Goal of the exercise: Tally every line of the records below that includes "pixel", and reply with the total alone.

Data supplied:
■ ■ ■ ■
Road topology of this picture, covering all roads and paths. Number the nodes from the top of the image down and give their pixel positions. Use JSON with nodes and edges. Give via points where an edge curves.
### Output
■ ■ ■ ■
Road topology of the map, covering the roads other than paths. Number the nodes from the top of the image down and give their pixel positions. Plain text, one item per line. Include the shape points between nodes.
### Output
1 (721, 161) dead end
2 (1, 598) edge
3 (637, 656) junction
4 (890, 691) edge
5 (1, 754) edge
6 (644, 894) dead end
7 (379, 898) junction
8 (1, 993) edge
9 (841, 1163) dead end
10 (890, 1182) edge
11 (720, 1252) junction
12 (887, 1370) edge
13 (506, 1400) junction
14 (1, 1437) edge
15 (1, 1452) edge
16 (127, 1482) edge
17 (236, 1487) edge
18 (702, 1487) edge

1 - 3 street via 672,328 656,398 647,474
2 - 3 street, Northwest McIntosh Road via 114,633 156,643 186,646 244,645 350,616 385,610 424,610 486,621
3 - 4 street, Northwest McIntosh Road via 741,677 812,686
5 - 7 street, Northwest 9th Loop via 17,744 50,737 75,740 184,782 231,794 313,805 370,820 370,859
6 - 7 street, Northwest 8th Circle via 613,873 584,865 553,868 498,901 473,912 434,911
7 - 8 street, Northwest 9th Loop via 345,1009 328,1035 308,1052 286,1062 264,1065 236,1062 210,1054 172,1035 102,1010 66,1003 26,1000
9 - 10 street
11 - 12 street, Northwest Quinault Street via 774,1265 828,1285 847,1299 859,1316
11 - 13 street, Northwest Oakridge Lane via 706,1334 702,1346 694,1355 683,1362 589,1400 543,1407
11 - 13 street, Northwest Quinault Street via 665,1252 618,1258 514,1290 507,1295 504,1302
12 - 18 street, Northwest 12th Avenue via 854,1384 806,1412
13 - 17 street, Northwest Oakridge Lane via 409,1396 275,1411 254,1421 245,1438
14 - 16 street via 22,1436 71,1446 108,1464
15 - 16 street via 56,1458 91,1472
■ ■ ■ ■
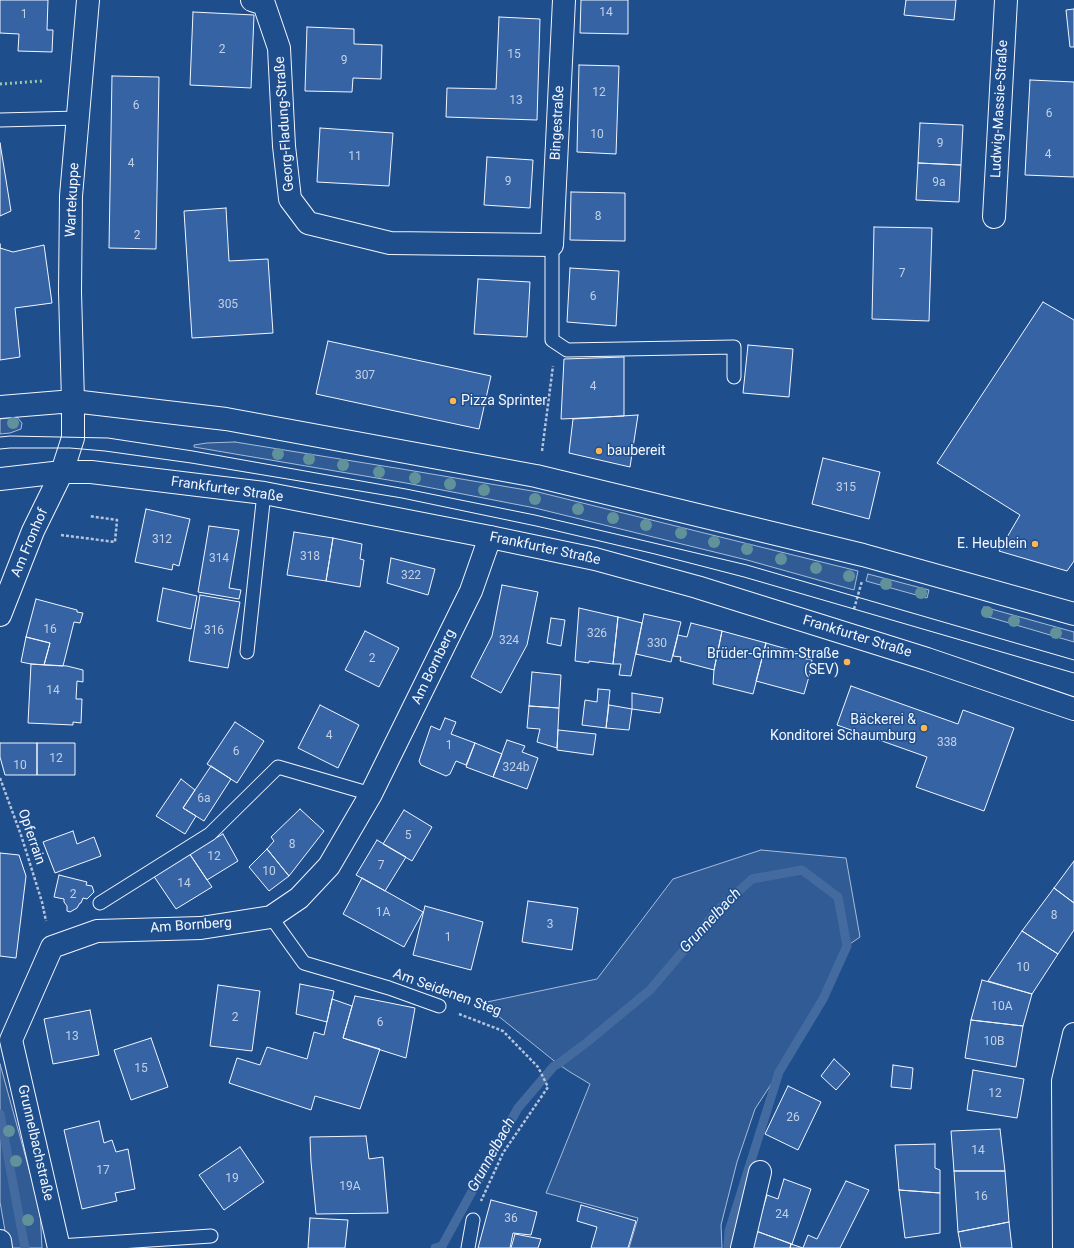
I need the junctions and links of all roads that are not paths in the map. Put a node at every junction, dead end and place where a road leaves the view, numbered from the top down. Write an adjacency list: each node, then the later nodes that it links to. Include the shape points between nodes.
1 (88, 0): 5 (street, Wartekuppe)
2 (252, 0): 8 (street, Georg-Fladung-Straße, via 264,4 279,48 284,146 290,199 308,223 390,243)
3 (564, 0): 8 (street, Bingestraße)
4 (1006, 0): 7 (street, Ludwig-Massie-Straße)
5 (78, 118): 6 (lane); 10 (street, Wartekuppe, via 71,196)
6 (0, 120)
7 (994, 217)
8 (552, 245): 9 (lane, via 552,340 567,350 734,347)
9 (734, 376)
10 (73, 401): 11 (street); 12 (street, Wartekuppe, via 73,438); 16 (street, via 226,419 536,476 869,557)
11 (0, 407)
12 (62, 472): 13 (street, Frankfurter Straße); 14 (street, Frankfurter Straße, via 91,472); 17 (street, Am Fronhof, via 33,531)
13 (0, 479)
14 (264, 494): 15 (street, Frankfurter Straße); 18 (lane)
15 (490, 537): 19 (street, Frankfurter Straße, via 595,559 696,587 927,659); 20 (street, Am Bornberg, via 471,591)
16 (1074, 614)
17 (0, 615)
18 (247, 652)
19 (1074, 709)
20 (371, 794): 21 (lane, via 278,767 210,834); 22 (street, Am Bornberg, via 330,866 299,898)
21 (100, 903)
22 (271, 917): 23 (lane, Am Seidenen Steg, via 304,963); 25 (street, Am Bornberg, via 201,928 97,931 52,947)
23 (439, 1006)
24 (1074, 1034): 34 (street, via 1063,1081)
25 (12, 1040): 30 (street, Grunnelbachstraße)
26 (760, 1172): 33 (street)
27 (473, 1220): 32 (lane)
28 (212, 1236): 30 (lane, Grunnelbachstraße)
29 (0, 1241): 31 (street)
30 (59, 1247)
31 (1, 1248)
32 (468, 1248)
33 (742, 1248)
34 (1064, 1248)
■ ■ ■ ■
Completed task: 2